Bu bilgilerden anlaşılmaktadır ki Samanîler devleti, İmam Maturidî’nin içinde bulunduğu grubu dışlamaktadır ve devletin son dönemlerinde, yani Selçukluların ilişki kurdukları dönemde, Hanefiler arasında Mu’tezilî eğilimi olanlar destek görmektedir. Bu durumda Selçukluların itikâdî mezheplerini tercihte Samanîler’den etkilenmeleri, bu devletin Selçuklularla ilişkide oldukları son dönemlerinde destekledikleri Mutezile eğilimli Hanefiliği değil de, bu devlet tarafından dışlanan Maturîdî’nin görüşlerini benimsemiş olmaları izahı güç bir durumdur.

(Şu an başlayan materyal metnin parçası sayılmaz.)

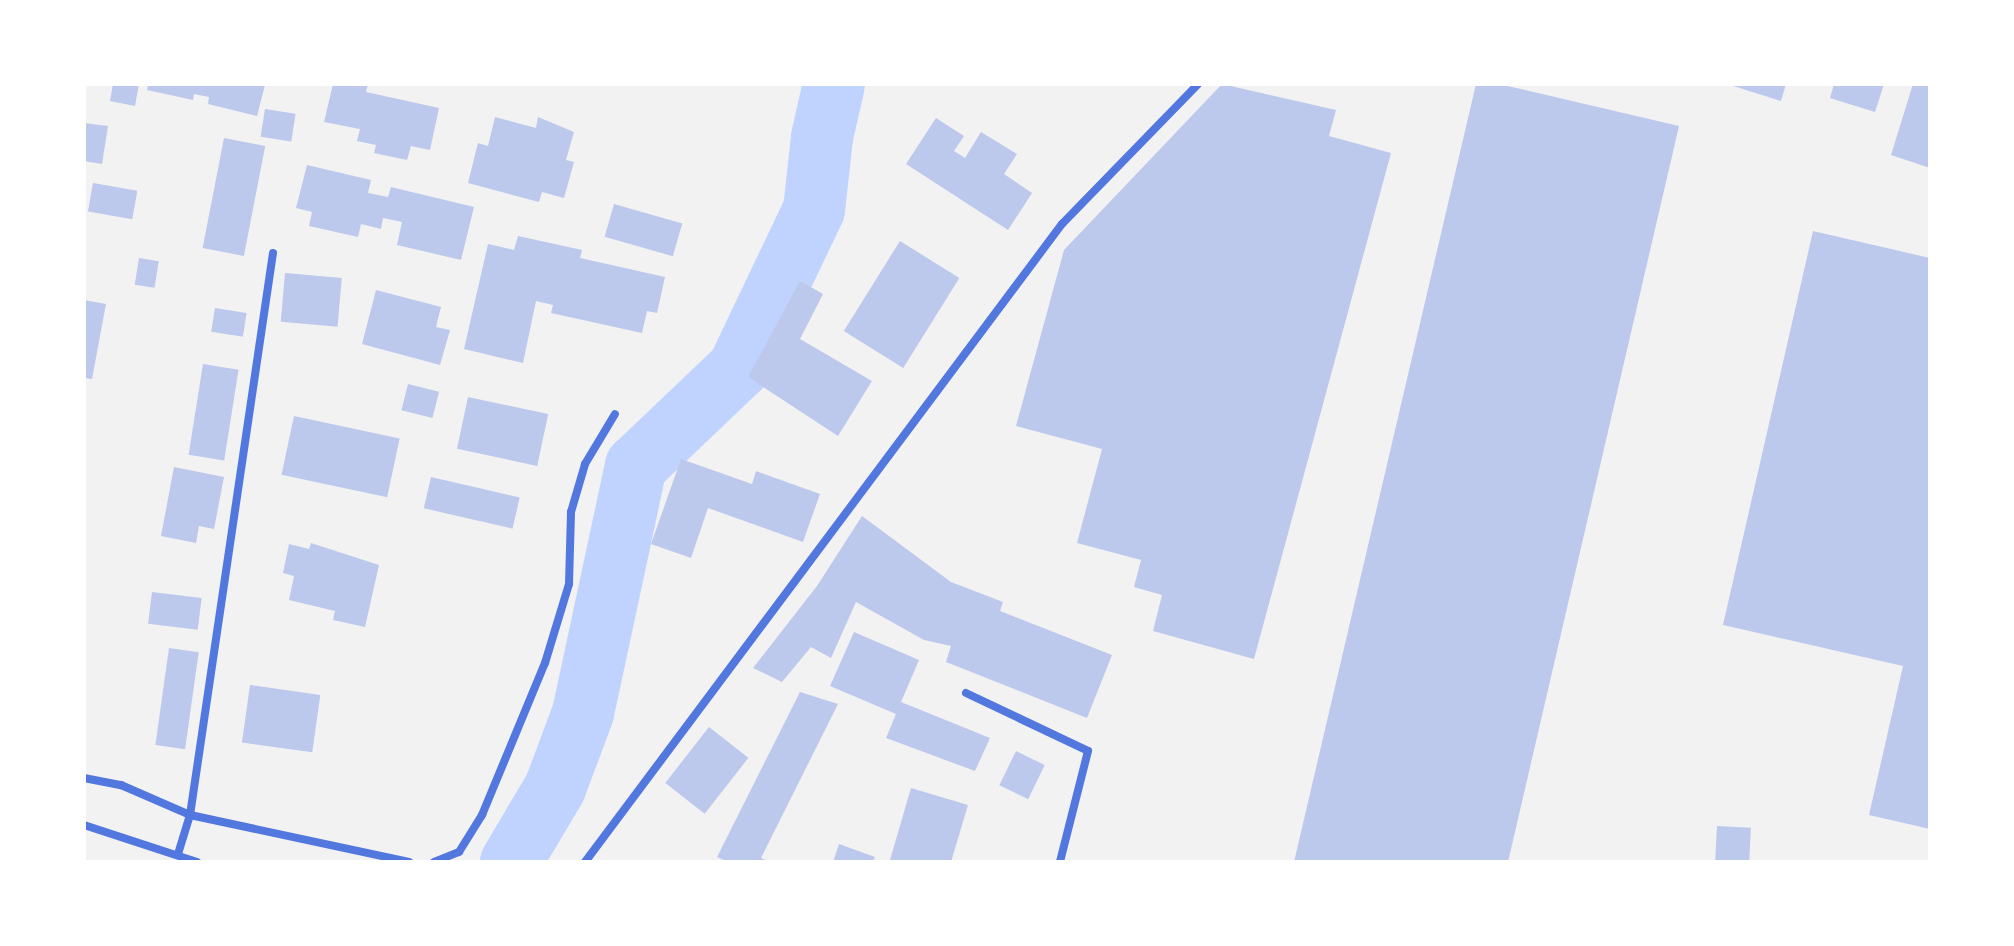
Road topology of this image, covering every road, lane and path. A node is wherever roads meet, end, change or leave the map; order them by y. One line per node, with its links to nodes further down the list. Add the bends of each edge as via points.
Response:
1 (1198, 84): 12 (street, via 1062,224)
2 (273, 253): 6 (street)
3 (615, 414): 11 (street, via 585,464 571,512 569,584 545,663 482,815 459,852)
4 (966, 693): 13 (street, via 1088,751)
5 (84, 778): 6 (street, via 121,785)
6 (190, 815): 8 (street); 10 (street)
7 (84, 825): 8 (street)
8 (178, 854): 9 (street)
9 (197, 862)
10 (409, 862)
11 (434, 862)
12 (585, 862)
13 (1060, 862)

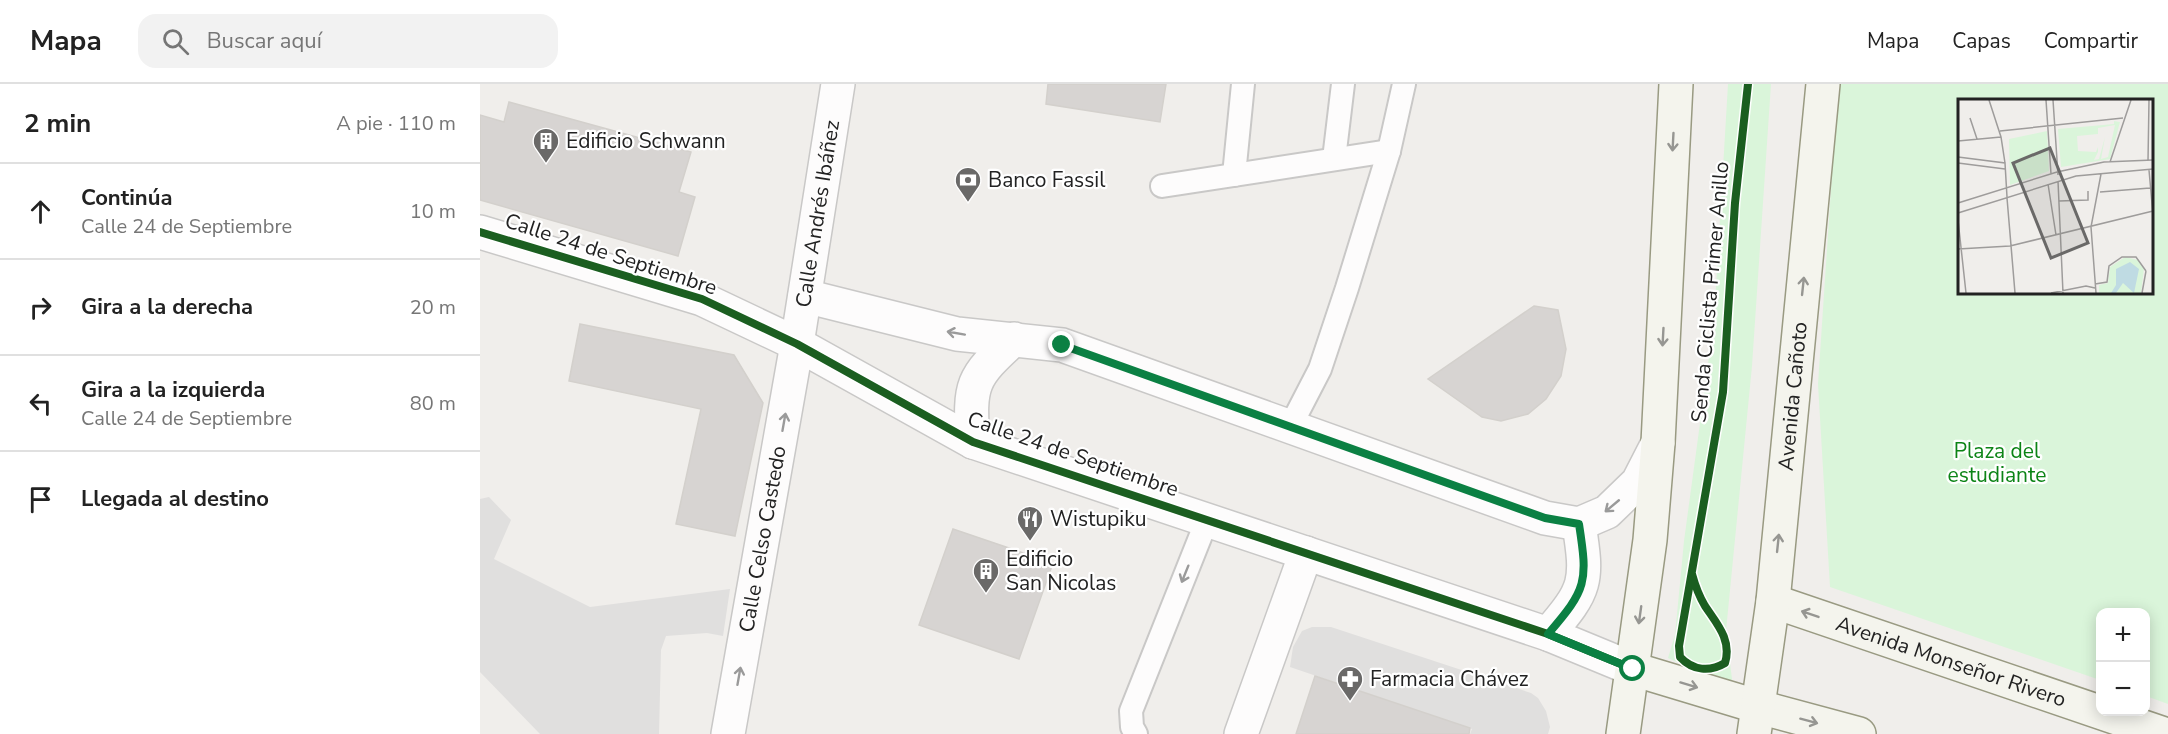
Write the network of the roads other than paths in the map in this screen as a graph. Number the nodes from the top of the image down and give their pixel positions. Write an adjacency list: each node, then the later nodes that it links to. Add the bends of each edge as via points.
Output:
1 (838, 84): 12 (street, Calle Andrés Ibáñez)
2 (1243, 84): 9 (lane)
3 (1343, 84): 8 (lane)
4 (1404, 84): 7 (lane)
5 (1676, 84): 17 (main road, one-way to 17)
6 (1823, 84): 21 (main road, Avenida Cañoto, one-way to 6)
7 (1389, 151): 8 (lane); 15 (lane, via 1320,369)
8 (1334, 159): 9 (lane)
9 (1234, 175): 10 (lane)
10 (1162, 186)
11 (480, 232): 14 (street, Calle 24 de Septiembre, via 702,299)
12 (806, 296): 13 (street, one-way to 12, via 957,334); 14 (street, Calle Andrés Ibáñez)
13 (1014, 339): 15 (street, via 1062,345); 16 (street, via 988,363 974,384)
14 (798, 344): 16 (street, Calle 24 de Septiembre); 25 (street, Calle Celso Castedo, one-way to 14)
15 (1290, 427): 19 (street, via 1545,518)
16 (973, 442): 18 (street, Calle 24 de Septiembre)
17 (1658, 443): 19 (street, one-way to 19, via 1638,482 1607,512); 23 (main road, one-way to 23)
18 (1207, 520): 20 (street, Calle 24 de Septiembre); 26 (lane, one-way to 26, via 1131,711)
19 (1579, 524): 22 (street, via 1584,576 1576,599)
20 (1306, 553): 22 (street, Calle 24 de Septiembre); 27 (street)
21 (1773, 601): 24 (main road, Avenida Cañoto); 30 (main road, Avenida Monseñor Rivero, one-way to 21)
22 (1548, 634): 23 (street, Calle 24 de Septiembre)
23 (1633, 669): 24 (main road, one-way to 24); 28 (main road)
24 (1757, 720): 29 (main road, one-way to 29)
25 (728, 734)
26 (1136, 734)
27 (1241, 734)
28 (1623, 734)
29 (1859, 734)
30 (2164, 734)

Selçuklular döneminde, farklı Hanefi gruplar3 da olmakla birlikte “itikadî (usûlu’d-dîn) ve amelî (furû-u-şeri’a) konularda bir sınırlamaya gitmeksizin, Ebû Hanife’nin görüşlerine tabi olan Hanefiler”4, Mâtürîdîlerdi.5 Bu dönemde, Nisabur’dan Özkent’e, Semarkand ve Türkistan beldelerinin sınırlarına kadar, Gazne ve Mâverâunnehr’in hepsi Hanefî’dir. Irak’ın çoğunluğu da Hanefî’dir. Harezm bölgesinde, fıkıhta Ebû Hanife’ye tabi Mu’tezilîler bulunmaktadır.6

Mikail Bayram, o dönemde Hanefî sözü ile Mu’tezile Mezhebi kastedildiğini belirterek bir genelleme yapmakta ve Selçuklu sultanlarının, özellikle de Tuğrul Bey’in Mu’tezilî eğiliminden bahsetmektedir.7 Buna karşılık Selçuklu Sultanlarının genelde Sünniliği, özelde ise Hanefiliği, Mu’tezilî akidelere karşı koruduğu savunulmuştur8.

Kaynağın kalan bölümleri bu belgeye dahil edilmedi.